Directions: Find the lines in the records that carry the word "Campestrini". Copy each one.

BEGIN Data extract

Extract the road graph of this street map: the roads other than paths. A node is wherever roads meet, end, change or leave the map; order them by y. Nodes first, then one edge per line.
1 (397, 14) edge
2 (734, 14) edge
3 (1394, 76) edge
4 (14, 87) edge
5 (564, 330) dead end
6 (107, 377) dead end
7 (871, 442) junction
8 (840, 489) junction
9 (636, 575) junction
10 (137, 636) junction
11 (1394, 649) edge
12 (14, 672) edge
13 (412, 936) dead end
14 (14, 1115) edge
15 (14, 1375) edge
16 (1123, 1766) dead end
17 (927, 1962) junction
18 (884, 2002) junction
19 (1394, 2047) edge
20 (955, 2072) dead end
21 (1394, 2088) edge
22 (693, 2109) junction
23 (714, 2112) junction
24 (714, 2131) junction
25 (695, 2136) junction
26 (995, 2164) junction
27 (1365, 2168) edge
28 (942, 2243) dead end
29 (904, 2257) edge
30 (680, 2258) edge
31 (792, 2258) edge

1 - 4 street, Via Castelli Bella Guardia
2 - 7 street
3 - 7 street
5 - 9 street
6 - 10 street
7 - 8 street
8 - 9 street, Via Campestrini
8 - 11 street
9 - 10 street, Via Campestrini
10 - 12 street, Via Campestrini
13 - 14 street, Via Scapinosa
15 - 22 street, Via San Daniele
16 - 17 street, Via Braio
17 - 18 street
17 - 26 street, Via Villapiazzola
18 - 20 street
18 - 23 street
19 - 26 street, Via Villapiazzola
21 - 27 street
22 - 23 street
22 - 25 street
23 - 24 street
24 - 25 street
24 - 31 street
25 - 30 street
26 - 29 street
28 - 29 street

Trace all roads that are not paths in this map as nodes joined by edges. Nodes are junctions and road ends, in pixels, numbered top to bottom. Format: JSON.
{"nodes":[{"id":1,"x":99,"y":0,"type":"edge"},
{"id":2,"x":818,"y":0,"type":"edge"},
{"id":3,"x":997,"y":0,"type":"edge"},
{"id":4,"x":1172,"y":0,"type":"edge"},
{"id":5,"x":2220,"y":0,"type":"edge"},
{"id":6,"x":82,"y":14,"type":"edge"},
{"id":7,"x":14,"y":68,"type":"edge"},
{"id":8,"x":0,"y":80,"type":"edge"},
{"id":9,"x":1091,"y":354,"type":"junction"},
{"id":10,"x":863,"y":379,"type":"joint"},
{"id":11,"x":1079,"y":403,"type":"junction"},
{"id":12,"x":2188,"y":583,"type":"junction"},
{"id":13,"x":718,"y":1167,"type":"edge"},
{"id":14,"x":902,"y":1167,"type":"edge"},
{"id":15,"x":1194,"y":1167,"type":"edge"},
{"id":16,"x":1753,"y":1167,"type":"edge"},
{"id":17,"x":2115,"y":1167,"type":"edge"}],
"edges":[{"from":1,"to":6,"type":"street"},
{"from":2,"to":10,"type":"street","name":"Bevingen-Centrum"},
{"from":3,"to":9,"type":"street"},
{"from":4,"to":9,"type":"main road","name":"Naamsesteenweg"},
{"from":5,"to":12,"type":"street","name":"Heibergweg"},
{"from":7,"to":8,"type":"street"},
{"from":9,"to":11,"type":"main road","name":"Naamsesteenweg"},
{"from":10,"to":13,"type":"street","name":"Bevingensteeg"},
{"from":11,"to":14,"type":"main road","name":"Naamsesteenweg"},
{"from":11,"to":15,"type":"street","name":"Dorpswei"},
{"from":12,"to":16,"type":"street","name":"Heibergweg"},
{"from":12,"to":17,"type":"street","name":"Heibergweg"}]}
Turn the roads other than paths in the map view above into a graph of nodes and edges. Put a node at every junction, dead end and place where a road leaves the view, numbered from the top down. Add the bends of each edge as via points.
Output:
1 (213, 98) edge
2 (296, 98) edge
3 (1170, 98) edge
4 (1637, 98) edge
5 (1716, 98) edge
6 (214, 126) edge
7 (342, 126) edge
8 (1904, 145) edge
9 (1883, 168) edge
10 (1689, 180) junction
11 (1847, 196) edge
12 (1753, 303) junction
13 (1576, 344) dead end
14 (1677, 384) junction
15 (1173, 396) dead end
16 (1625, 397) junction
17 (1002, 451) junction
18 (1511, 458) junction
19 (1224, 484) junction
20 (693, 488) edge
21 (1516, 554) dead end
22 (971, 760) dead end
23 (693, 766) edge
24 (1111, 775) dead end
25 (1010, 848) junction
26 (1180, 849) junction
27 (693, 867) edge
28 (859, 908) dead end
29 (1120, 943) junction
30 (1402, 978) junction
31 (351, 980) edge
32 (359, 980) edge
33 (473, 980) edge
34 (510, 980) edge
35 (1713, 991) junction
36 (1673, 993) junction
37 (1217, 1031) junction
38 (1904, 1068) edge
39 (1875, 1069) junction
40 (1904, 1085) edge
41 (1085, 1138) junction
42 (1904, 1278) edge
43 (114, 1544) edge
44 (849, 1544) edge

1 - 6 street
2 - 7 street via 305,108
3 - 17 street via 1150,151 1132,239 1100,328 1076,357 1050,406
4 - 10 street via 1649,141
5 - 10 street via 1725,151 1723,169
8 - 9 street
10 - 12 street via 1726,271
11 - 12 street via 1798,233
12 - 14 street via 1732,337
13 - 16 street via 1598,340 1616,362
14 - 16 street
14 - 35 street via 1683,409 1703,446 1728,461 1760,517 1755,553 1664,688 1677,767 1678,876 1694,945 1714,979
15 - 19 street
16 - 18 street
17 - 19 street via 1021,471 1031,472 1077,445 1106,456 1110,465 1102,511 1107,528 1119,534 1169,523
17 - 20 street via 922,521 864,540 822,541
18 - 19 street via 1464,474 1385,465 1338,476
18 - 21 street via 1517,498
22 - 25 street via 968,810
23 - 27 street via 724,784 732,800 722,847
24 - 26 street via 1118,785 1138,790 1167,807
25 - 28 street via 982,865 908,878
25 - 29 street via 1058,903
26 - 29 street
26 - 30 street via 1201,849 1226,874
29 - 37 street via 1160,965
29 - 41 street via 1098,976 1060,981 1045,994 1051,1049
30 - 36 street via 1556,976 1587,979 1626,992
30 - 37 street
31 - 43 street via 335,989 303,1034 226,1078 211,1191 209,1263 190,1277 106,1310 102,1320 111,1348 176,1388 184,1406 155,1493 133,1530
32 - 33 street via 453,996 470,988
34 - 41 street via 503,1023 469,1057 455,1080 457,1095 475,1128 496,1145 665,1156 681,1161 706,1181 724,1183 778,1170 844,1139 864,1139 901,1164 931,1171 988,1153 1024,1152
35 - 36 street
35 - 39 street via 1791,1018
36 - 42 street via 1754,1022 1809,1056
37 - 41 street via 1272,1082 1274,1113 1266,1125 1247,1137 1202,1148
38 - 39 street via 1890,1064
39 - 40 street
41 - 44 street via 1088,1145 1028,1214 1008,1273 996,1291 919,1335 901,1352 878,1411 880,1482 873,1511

END Data extract

The answer:
8 - 9 street, Via Campestrini
9 - 10 street, Via Campestrini
10 - 12 street, Via Campestrini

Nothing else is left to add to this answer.